Otro hallazgo sorprendente es la bajísima diversidad genética dentro de esta comunidad, consistente con un tamaño de grupo de 10 a 20 individuos.

Esta cifra, explican los autores, es mucho más baja que las registradas en cualquier comunidad humana antigua o actual y se asemeja más al tamaño de los grupos de especies en peligro de extinción.

También se descubrió que la diversidad genética de los cromosomas Y (transmitidos por línea masculina) es mucho menor que la del ADN mitocondrial (transmitido por las madres) en los individuos.

Esto confirma que en las sociedades neandertales las mujeres dejaban sus familias para ir a vivir a otros y engendrar hijos mientras los hombres se quedaban en su mismo clan.
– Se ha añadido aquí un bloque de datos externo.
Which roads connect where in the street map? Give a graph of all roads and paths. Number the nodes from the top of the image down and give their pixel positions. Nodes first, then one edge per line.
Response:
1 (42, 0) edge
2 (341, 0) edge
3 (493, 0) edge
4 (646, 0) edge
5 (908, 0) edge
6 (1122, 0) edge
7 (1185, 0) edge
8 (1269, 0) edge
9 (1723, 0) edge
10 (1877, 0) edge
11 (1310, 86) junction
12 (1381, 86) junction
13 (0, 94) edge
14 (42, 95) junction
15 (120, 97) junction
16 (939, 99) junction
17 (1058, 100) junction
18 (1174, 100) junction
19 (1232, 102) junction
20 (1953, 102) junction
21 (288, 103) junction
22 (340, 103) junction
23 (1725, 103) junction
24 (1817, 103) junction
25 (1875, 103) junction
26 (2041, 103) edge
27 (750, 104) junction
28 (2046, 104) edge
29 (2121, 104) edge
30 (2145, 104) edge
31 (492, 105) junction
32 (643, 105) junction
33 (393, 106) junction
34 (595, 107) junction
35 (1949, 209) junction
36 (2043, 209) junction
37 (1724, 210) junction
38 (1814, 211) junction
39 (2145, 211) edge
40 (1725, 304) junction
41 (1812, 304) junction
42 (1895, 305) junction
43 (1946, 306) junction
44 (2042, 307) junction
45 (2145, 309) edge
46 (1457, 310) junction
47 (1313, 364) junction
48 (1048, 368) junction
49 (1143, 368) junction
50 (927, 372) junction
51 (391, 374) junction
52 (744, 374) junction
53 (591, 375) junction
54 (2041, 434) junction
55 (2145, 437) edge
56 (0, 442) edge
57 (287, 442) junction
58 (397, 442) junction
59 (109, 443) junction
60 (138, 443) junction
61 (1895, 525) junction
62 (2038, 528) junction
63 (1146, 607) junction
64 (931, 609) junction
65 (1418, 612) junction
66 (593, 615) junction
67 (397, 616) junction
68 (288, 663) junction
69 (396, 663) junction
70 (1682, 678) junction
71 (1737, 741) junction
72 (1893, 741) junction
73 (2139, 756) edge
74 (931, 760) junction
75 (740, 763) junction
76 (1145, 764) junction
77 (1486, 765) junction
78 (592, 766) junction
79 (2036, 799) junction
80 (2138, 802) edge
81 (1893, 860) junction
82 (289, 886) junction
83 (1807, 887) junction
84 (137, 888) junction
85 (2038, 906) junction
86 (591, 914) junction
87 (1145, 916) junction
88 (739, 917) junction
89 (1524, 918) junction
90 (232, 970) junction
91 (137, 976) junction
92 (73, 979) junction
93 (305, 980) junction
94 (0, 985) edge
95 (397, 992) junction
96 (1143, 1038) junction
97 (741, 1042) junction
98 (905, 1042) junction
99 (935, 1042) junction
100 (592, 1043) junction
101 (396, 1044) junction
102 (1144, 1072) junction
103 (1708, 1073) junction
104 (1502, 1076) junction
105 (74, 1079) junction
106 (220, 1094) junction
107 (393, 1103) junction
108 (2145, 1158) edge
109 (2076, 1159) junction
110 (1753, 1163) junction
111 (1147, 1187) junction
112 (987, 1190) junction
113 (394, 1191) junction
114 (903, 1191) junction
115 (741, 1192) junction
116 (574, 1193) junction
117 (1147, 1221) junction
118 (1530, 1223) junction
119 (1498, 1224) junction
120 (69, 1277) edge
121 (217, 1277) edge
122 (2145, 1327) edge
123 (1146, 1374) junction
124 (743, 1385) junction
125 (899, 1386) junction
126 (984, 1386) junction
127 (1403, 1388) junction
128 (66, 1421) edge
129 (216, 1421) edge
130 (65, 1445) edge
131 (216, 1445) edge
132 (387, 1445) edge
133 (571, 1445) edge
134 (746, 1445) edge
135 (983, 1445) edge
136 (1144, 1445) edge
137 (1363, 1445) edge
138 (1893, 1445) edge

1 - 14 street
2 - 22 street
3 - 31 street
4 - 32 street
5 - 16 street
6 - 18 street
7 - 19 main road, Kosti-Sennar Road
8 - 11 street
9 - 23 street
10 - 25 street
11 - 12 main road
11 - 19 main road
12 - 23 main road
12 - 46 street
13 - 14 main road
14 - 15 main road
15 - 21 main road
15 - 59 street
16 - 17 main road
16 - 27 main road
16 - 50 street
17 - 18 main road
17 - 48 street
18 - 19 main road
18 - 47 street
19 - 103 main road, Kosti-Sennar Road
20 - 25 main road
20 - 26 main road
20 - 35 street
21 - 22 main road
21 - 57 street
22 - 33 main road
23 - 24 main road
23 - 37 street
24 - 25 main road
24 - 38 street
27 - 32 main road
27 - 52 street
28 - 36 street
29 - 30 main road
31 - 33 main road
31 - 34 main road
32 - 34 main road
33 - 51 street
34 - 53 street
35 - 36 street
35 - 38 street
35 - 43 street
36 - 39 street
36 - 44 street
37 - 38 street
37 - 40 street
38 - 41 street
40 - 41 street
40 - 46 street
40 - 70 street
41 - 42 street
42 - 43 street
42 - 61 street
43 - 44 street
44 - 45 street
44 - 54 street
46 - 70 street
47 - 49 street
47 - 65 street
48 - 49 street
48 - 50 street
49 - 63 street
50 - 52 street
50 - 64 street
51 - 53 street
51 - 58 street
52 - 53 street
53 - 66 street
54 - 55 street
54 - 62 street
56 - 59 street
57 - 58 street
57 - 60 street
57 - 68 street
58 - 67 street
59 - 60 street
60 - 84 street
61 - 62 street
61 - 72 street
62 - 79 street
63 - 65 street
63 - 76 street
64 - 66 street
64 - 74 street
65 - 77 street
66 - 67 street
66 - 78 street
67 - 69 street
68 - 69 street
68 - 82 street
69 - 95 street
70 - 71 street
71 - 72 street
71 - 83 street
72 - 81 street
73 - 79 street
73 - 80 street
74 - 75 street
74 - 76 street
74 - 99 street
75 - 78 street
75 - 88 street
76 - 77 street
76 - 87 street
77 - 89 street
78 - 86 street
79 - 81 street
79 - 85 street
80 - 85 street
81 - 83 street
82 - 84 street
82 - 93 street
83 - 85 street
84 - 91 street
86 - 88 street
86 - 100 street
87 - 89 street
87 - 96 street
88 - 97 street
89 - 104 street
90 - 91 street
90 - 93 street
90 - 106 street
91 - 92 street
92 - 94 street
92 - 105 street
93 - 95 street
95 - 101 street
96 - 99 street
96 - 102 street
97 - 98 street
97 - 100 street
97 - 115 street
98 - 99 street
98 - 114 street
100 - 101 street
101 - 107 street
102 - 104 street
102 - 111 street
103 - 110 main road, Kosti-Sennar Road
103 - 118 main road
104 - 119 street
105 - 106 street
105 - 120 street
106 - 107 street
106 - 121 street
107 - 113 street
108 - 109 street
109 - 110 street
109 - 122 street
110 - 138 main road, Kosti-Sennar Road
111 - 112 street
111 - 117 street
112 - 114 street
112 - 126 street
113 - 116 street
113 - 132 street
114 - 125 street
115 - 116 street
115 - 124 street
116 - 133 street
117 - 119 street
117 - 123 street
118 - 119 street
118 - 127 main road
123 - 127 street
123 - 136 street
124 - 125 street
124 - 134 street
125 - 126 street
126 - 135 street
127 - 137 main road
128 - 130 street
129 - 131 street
Se trata de una práctica habitual en sociedades de cazadores y recolectores.

Los neandertales de Chagyrskaya y Okladnikov cazaban íbices, caballos, bisontes y otros animales que migraban por los valles fluviales a los que dan las cuevas. Además, recogían materias primas para sus herramientas de piedra a decenas de kilómetros de distancia.

Según los investigadores, la aparición de la misma materia prima tanto en la cueva de Chagyrskaya como en la de Okladnikov apoya los datos genéticos de que los grupos que habitaban las cuevas estaban estrechamente vinculados.

Los resultados del estudio también indican que estos neandertales eran del linaje que dominaba en Europa occidental y que no tenían rastro de haberse cruzado con sus vecinos asiáticos denisovanos, a pesar de vivir a 100 kilómetros de distancia.

Estos datos apoyan que el aislamiento y la consanguinidad contribuyeron a la extinción de estos homínidos.

La gran pregunta es si los Homo sapiens de aquella época eran distintos que sus primos neandertales, tanto genética como socialmente.

Es difícil saberlo, pues no hay apenas fósiles sapiens de esta época y no se ha podido recuperar ADN para obtener un retrato genético familiar.

“Es evidente que algo distinto debían tener, tal vez una estrategia diferente para tender lazos entre grupos o que fueran clanes con más miembros”, aventura Carles Lalueza-Fox, genetista del Consejo Superior de Investigaciones Científicas de España.